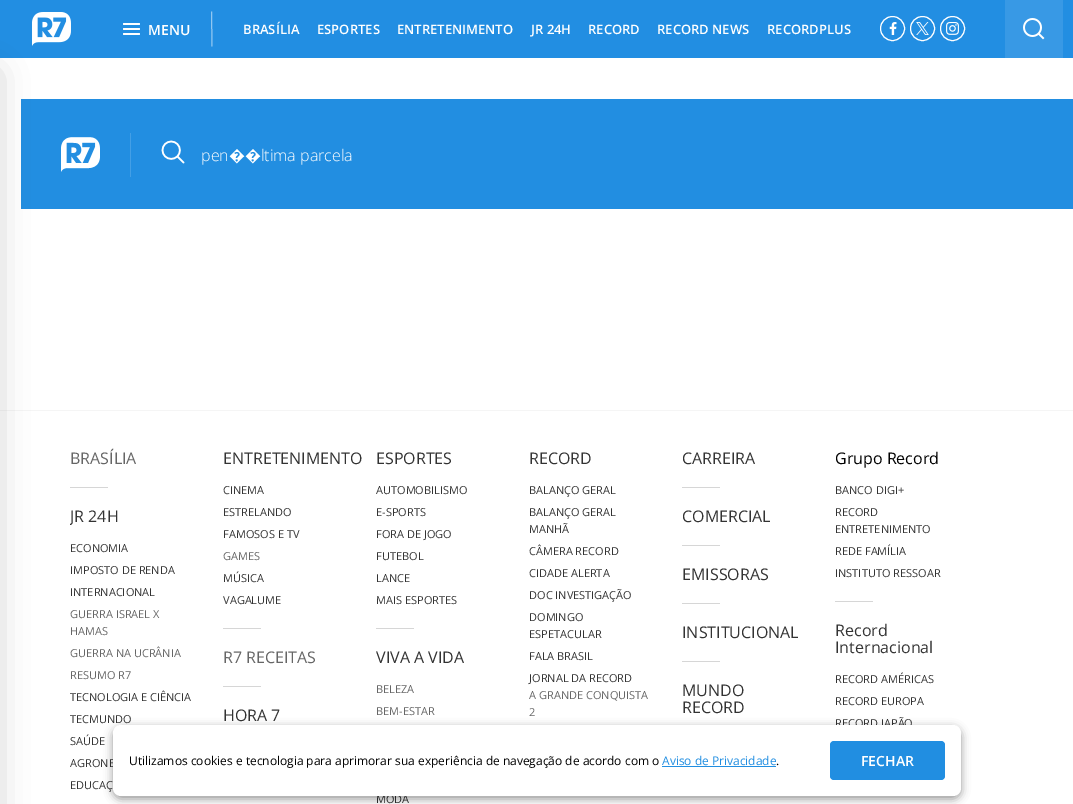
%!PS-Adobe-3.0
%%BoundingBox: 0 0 1073 804
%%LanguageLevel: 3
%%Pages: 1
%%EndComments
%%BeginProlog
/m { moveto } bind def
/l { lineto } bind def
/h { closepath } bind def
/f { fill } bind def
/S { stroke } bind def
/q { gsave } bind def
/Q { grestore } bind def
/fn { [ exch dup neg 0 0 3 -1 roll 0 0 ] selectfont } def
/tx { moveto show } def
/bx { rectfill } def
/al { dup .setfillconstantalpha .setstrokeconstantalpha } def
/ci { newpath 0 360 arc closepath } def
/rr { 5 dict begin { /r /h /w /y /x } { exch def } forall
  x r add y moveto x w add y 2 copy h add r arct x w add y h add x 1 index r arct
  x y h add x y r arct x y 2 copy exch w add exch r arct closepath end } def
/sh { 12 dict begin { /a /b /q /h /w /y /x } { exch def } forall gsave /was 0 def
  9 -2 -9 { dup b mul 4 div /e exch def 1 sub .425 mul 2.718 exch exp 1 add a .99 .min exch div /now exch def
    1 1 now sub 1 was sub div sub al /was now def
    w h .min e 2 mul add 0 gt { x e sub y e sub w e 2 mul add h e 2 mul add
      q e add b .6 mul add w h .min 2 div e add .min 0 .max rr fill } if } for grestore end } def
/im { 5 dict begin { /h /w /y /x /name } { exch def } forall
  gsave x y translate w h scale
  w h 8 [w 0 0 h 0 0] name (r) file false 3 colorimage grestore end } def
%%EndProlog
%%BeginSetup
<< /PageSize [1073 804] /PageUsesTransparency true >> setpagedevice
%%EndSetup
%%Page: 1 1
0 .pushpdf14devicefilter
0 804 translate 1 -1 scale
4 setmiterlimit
1 setgray
0 0 1073 804 bx
0.133 0.557 0.886 setrgbcolor
0 0 1073 58 bx
(image0.raw) 32 12 39 34 im
0.133 0.557 0.882 setrgbcolor
21 99 1052 110 bx
0.961 setgray
0 410 1073 1 bx
0 setgray
-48 74 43 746 0 16 0.24 sh
1 setgray
123 23 17 2 1 rr f
123 28 17 2 1 rr f
123 33 17 2 1 rr f
/OpenSans-SemiBold 14 fn
(MENU) 148 35 tx
0.569 0.78 0.945 setrgbcolor
211 11.5 m 212 11.5 l 212.5 46.5 l 211.5 46.5 l h f
/OpenSans-SemiBold 13 fn
1 setgray
(BRASÍLIA) 243 34 tx
(ESPORTES) 317 34 tx
(ENTRETENIMENTO) 397 34 tx
(JR 24H) 531 34 tx
(RECORD) 588 34 tx
(RECORD NEWS) 657 34 tx
(RECORDPLUS) 767 34 tx
892.5 28.5 12 ci S
(image1.raw) 889 22 8 13 im
922.5 28.5 12 ci S
(image2.raw) 916 22 13 13 im
952.5 28.5 12 ci S
(image3.raw) 946 22 13 13 im
0.22 0.6 0.898 setrgbcolor
1005 0 58 58 bx
(image4.raw) 1023 18 22 22 im
(image5.raw) 61 137 39 35 im
(image6.raw) 161 140 24 24 im
0.263 0.624 0.902 setrgbcolor
130 133 1 44 bx
/OpenSans-Light 16 fn
1 setgray
(pen��ltima parcela) 201 161 tx
/OpenSans-Regular 16 fn
0.4 setgray
(BRASÍLIA) 70 464 tx
0.839 setgray
70 487 38 1 bx
q
70 410 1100 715 rectclip
0.2 setgray
(JR 24H) 70 522 tx
Q
/OpenSans-Regular 11 fn
0.2 setgray
(ECONOMIA) 70 552 tx
(IMPOSTO DE RENDA) 70 574 tx
(INTERNACIONAL) 70 596 tx
0.4 setgray
(GUERRA ISRAEL X) 70 618 tx
(HAMAS) 70 635 tx
(GUERRA NA UCRÂNIA) 70 657 tx
(RESUMO R7) 70 679 tx
0.2 setgray
(TECNOLOGIA E CIÊNCIA) 70 701 tx
(TECMUNDO) 70 723 tx
(SAÚDE) 70 745 tx
(AGRONE) 70 767 tx
(EDUCAÇ) 70 789 tx
/OpenSans-Regular 16 fn
(ENTRETENIMENTO) 223 464 tx
/OpenSans-Regular 11 fn
(CINEMA) 223 494 tx
(ESTRELANDO) 223 516 tx
(FAMOSOS E TV) 223 538 tx
0.4 setgray
(GAMES) 223 560 tx
0.2 setgray
(MÚSICA) 223 582 tx
(VAGALUME) 223 604 tx
0.839 setgray
223 628 38 1 bx
/OpenSans-Regular 16 fn
0.4 setgray
(R7 RECEITAS) 223 663 tx
0.839 setgray
223 686 38 1 bx
0.2 setgray
(HORA 7) 223 721 tx
(ESPORTES) 376 464 tx
/OpenSans-Regular 11 fn
(AUTOMOBILISMO) 376 494 tx
(E-SPORTS) 376 516 tx
(FORA DE JOGO) 376 538 tx
(FUTEBOL) 376 560 tx
(LANCE) 376 582 tx
(MAIS ESPORTES) 376 604 tx
0.839 setgray
376 628 38 1 bx
/OpenSans-Regular 16 fn
0.2 setgray
(VIVA A VIDA) 376 663 tx
/OpenSans-Regular 11 fn
0.4 setgray
(BELEZA) 376 693 tx
(BEM-ESTAR) 376 715 tx
0.2 setgray
(MODA) 376 803 tx
/OpenSans-Regular 16 fn
(RECORD) 529 464 tx
/OpenSans-Regular 11 fn
(BALANÇO GERAL) 529 494 tx
(BALANÇO GERAL) 529 516 tx
(MANHÃ) 529 533 tx
(CÂMERA RECORD) 529 555 tx
(CIDADE ALERTA) 529 577 tx
(DOC INVESTIGAÇÃO) 529 599 tx
(DOMINGO) 529 621 tx
(ESPETACULAR) 529 638 tx
(FALA BRASIL) 529 660 tx
(JORNAL DA RECORD) 529 682 tx
0.4 setgray
(A GRANDE CONQUISTA) 529 699 tx
(2) 529 716 tx
/OpenSans-Regular 16 fn
0.2 setgray
(CARREIRA) 682 464 tx
0.839 setgray
682 487 38 1 bx
0.2 setgray
(COMERCIAL) 682 522 tx
0.839 setgray
682 545 38 1 bx
0.2 setgray
(EMISSORAS) 682 580 tx
0.839 setgray
682 603 38 1 bx
0.2 setgray
(INSTITUCIONAL) 682 638 tx
0.839 setgray
682 661 38 1 bx
0.2 setgray
(MUNDO) 682 696 tx
(RECORD) 682 713 tx
0 setgray
(Grupo Record) 835 464 tx
/OpenSans-Regular 11 fn
0.2 setgray
(BANCO DIGI+) 835 494 tx
(RECORD) 835 516 tx
(ENTRETENIMENTO) 835 533 tx
(REDE FAMÍLIA) 835 555 tx
(INSTITUTO RESSOAR) 835 577 tx
0.839 setgray
835 601 38 1 bx
/OpenSans-Regular 16 fn
0.2 setgray
(Record) 835 636 tx
(Internacional) 835 653 tx
/OpenSans-Regular 11 fn
(RECORD AMÉRICAS) 835 683 tx
(RECORD EUROPA) 835 705 tx
(RECORD JAPÃO) 835 727 tx
0 setgray
113 728 848 71 8 4.5 0.41 sh
1 setgray
113 725 848 71 8 rr f
/OpenSans-Regular 12 fn
0 setgray
(Utilizamos cookies e tecnologia para aprimorar sua experiência de navegação de acordo com o) 129 765 tx
0.129 0.557 0.882 setrgbcolor
(Aviso de Privacidade) 662 765 tx
662 766 114 1 bx
0 setgray
(.) 776 765 tx
0.129 0.557 0.882 setrgbcolor
830 741 115 39 4 rr f
/OpenSans-SemiBold 14 fn
1 setgray
(FECHAR) 861 766 tx
.poppdf14devicefilter showpage
%%EOF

# HOW TO COMPLETE THIS TASK
Throughout the listing above, how many lines hold the word "gsave"? Answer with only the number.

# RESPONSE TO THIS TASK
3